The effect of marital status — ever married women — on the ratio of underweight to overweight women was negative in the urban sample but not significant in others. This implies that ever married women were less likely to be underweight but not so generally. Social obligations play an important role, particularly in eating pattern changes upon marriage that help gain weight. Besides, married people smoke less and exercise less, and are thus likelier to be heavy.
Sanitation
Sanitation and hygiene (for example, an indoor toilet, a safe drinking water facility and a kitchen with ventilation) are associated with lower ratios of underweight to overweight women as the risks of infectious diseases are lower — especially those acquired by ingesting contaminated food or water, or other exposures in the environment.
The risk of overweight/obesity is considerably lower with higher ratios of female-to-male workers, implying that greater opportunities for female employment are associated with greater physical activity and a lowering of the prevalence of overweight among women.

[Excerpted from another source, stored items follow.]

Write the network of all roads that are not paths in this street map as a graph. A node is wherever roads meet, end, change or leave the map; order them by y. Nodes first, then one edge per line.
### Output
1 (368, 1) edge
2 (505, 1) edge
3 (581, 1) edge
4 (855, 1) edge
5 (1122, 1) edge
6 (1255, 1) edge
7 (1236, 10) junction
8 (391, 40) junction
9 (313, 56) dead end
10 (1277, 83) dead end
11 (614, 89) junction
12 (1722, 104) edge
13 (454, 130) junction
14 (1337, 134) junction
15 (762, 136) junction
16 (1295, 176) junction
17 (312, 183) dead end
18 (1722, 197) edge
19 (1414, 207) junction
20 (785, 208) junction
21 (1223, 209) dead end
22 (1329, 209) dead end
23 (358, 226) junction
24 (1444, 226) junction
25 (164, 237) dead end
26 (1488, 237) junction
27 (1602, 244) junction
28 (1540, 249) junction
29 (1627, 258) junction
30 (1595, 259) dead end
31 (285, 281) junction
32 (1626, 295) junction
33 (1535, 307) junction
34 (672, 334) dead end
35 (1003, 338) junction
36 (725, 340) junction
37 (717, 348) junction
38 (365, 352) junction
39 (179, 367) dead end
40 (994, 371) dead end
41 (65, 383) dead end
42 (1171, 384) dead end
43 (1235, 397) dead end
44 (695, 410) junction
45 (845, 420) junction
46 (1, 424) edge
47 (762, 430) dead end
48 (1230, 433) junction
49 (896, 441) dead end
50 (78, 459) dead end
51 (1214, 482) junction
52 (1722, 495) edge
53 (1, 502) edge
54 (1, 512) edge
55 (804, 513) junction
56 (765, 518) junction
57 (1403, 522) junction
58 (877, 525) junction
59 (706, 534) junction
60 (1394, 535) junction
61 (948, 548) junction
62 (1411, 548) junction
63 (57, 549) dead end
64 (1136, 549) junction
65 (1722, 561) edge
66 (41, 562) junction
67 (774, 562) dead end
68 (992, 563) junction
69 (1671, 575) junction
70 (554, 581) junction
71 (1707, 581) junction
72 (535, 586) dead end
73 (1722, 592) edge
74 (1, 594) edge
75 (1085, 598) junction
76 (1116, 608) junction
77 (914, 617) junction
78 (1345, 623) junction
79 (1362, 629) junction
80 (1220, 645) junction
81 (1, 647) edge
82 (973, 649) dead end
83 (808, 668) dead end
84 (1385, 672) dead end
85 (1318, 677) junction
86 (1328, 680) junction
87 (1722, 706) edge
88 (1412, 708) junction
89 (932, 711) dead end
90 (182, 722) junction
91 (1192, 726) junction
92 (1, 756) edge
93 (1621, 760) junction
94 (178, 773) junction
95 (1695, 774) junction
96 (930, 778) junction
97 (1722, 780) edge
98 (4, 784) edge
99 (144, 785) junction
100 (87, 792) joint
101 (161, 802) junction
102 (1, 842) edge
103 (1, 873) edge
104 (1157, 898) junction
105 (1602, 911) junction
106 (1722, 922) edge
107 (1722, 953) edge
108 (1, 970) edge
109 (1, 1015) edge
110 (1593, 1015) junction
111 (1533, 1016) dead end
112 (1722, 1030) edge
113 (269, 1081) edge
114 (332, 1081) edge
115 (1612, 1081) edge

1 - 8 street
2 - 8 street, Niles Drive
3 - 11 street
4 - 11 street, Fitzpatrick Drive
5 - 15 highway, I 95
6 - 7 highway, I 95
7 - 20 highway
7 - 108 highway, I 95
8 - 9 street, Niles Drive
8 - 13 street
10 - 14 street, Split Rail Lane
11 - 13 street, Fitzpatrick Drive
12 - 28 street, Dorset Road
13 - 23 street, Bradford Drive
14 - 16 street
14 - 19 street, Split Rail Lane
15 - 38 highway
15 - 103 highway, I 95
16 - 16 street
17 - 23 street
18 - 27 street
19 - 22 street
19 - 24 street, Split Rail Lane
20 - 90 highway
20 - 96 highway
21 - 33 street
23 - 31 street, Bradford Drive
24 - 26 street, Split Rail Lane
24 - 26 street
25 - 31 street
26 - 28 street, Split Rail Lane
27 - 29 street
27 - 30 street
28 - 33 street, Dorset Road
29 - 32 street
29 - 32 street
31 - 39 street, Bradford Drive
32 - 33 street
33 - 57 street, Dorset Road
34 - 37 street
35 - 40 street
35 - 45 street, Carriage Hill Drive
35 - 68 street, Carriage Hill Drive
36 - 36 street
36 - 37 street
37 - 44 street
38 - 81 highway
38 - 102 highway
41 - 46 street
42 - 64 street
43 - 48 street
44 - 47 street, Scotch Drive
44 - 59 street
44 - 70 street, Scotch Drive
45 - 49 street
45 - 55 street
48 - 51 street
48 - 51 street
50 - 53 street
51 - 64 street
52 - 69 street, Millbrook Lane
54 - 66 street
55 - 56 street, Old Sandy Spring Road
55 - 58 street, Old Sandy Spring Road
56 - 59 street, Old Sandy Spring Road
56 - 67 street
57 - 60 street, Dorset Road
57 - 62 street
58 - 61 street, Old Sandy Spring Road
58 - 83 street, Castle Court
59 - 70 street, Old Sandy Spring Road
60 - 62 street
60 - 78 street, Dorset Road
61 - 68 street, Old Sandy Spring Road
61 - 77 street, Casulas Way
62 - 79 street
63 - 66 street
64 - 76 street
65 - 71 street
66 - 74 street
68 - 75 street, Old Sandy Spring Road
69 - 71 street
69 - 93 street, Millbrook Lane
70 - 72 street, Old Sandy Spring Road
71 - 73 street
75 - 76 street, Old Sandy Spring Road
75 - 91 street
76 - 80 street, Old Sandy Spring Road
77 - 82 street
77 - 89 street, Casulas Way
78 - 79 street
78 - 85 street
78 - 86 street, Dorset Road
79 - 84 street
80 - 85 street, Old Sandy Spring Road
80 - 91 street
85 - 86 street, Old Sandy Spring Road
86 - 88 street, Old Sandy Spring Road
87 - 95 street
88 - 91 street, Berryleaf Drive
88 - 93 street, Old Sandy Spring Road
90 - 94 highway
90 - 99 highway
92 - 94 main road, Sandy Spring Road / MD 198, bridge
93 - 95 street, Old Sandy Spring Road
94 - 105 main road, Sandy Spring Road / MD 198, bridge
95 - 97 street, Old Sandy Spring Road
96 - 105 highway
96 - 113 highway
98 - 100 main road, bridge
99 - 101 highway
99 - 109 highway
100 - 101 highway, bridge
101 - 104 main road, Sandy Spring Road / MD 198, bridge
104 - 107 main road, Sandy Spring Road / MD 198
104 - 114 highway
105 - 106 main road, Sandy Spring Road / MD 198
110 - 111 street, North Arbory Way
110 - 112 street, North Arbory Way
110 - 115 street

Media exposure is linked to more leisure and more frequent eating, and thus a higher risk of being overweight. Other evidence confirms this result but fails to substantiate these links.
Diet issues
Contrary to assertions that SES is key to the prevalence of underweight and overweight among women, our analysis suggests that the effects of relative food prices through dietary changes are larger. Although we find significant effects of the ratio of cereal to milk and milk product prices, cereal to vegetable prices, and cereal to edible oil prices, the commodity classification is not sufficiently detailed (for example, the nutritional effects of potato and leafy vegetables differ, as also of how they are cooked — boiled or fried). More generally, weight gain seen for specific foods and beverages arises from varying portion sizes, patterns of eating, effects on satiety, or displacement of other foods or beverages. Consumption of starches and refined grains is less satiating, increases hunger signals and total calorie intake, as compared with equivalent calories obtained from less processed food, and higher fibre foods that also contain healthy fats and proteins. Other experimental evidence unravels a relationship between sleep, diet and obesity. Reduced sleep induces preferences for calorie-dense, refined-carbohydrate foods. Weight gain is lowest among persons who sleep six to eight hours a night and is higher among those who sleep less than six hours or more than eight hours.
Diseases
The health implications of being underweight and overweight are grim: underweight women are highly prone to risks of disease, disability and mortality. Besides, children born to them are more likely to be overweight or obese. Overweight and obesity elevate risks of non-communicable diseases (NCDs) such as heart disease, hypertension and adult-onset diabetes. However, given the rising burden of NCDs while that of infectious diseases remains high, and as India increases its focus on the health needs of overweight and obese people, it must address simultaneously the needs of the large number of severely undernourished people in society.
For Indian women, the pervasiveness of the malnutrition burden is matched only by the grimness of their existence and survival prospects.